Tell a fractal is a fractional dimensioned entity. For instance a two-dimensioned fractal could have a fixed area, but an infinite-length border. You can see the whole shape from a distance, but as you zoom in to the border you’ll always have more and more detail.

Business problems are the same way. You can take a look at the big picture or you can zoom in on the details. The area of the figure is the business gain for doing something — wether it be producing widgets or code. Every zig or zag of the edge is a requirement.

So, what’s the big deal?

You can divide and subdivide a problem more-or-less infinitely. You can take the simplest problem and make it as hard as going to the moon if you really want.
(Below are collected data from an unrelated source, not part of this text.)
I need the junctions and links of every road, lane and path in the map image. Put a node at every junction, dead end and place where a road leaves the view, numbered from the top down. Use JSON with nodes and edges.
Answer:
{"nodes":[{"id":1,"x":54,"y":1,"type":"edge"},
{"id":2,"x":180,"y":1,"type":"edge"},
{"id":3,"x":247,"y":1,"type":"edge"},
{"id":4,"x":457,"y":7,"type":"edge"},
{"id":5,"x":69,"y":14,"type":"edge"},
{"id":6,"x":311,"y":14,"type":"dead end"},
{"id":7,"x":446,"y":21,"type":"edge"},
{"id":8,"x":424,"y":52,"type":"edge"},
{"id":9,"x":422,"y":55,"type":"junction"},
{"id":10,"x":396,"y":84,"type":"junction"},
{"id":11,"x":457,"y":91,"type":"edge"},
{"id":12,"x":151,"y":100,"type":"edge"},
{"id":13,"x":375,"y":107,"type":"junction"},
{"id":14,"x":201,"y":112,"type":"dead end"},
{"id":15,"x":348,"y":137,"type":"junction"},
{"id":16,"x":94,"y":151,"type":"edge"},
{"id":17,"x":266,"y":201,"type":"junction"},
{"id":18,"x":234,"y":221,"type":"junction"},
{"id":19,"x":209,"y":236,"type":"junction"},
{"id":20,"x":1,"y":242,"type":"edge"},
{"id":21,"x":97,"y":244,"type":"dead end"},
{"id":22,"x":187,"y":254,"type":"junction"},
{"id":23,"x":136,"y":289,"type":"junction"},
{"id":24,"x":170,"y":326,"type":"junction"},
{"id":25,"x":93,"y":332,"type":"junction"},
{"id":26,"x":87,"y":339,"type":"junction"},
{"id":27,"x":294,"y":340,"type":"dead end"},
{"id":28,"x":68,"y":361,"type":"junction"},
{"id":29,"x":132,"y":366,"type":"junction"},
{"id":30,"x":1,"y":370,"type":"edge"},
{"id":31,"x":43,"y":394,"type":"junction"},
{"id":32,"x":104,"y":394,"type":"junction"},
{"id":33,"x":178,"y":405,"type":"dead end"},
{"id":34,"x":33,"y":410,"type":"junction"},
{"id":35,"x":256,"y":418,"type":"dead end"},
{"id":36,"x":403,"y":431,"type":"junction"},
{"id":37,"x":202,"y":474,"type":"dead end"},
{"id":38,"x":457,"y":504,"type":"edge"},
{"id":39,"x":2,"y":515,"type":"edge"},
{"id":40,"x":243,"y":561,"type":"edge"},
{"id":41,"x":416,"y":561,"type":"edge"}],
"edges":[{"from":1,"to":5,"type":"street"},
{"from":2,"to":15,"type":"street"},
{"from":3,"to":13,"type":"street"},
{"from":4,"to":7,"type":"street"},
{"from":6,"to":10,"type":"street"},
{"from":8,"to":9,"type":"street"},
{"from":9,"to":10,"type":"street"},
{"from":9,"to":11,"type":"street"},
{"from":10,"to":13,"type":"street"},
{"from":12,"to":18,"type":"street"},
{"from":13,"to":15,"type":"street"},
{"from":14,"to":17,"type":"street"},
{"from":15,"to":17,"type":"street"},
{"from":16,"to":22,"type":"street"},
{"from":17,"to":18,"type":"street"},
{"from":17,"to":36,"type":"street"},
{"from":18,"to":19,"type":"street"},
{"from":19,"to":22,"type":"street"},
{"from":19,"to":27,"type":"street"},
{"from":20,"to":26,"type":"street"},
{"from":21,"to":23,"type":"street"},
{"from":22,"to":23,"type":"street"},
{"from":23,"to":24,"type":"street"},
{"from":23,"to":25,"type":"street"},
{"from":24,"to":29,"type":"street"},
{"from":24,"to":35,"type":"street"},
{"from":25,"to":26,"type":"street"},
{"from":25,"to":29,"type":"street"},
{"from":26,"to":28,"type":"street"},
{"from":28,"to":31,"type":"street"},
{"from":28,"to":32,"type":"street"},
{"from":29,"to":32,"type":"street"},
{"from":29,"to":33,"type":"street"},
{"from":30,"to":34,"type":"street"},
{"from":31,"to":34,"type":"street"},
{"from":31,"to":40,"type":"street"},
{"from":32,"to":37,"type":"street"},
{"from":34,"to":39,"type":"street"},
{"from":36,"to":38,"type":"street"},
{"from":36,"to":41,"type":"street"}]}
So, what’s the connection?

Given a problem that you have a proposed solution for try to implement the solution first before you start zooming in on the problem and making it more complex.

The cost of the 100% solution

This is similar to my previous business post: The Cost of Perfection is Too High… this takes it the next step. Not only is it too expensive to be perfect, it’s too expensive to even think about getting perfect!

So many times in meetings you quickly get together and solve the main problem that’s sitting in front of you. High fives all around and the project gets scheduled.

Then you start thinking about how there are holes in the idea. (I’m as guilty as anyone BTW) You start with a solution that works for 95% of the people out there and then start to think of the last 5%. How can you get that last bit? Or perhaps it needs to be configurable at runtime? Or maybe a test? What about that partner, we can’t have it be on for them.

The list is endless.

Before you know it the complexity of the solution goes up by an order of magnitude. The once simple project is now a beast. As the project grows in complexity the reach of it grows as well. More people need to be brought in to make sure the growing scope doesn’t impinge on their fiefdoms — of course it does and adds ever more complexity.

It’s a vicious cycle.

The product that gets built is now hard to test and too hard to use for the normal case. You would be sure that it covers all of the use cases in the spec if you could only test it, which invariably you can’t. The product that’s delivered to solve the world’s problems can’t even be proven to solve any problem. The complexity that the business community asked for in the live configuration capabilities is now too hard for them to use.

Now you have this albatross that was too expensive to build to throw away. Now you have no choice but to maintain it.

Or you could have just implemented the 95% solution and wait for real life to tell you what you need to add. For all you really know, the “5%” might never even be hit anyway.

Don’t over-plan for the future. You’ll most likely be wrong anyway.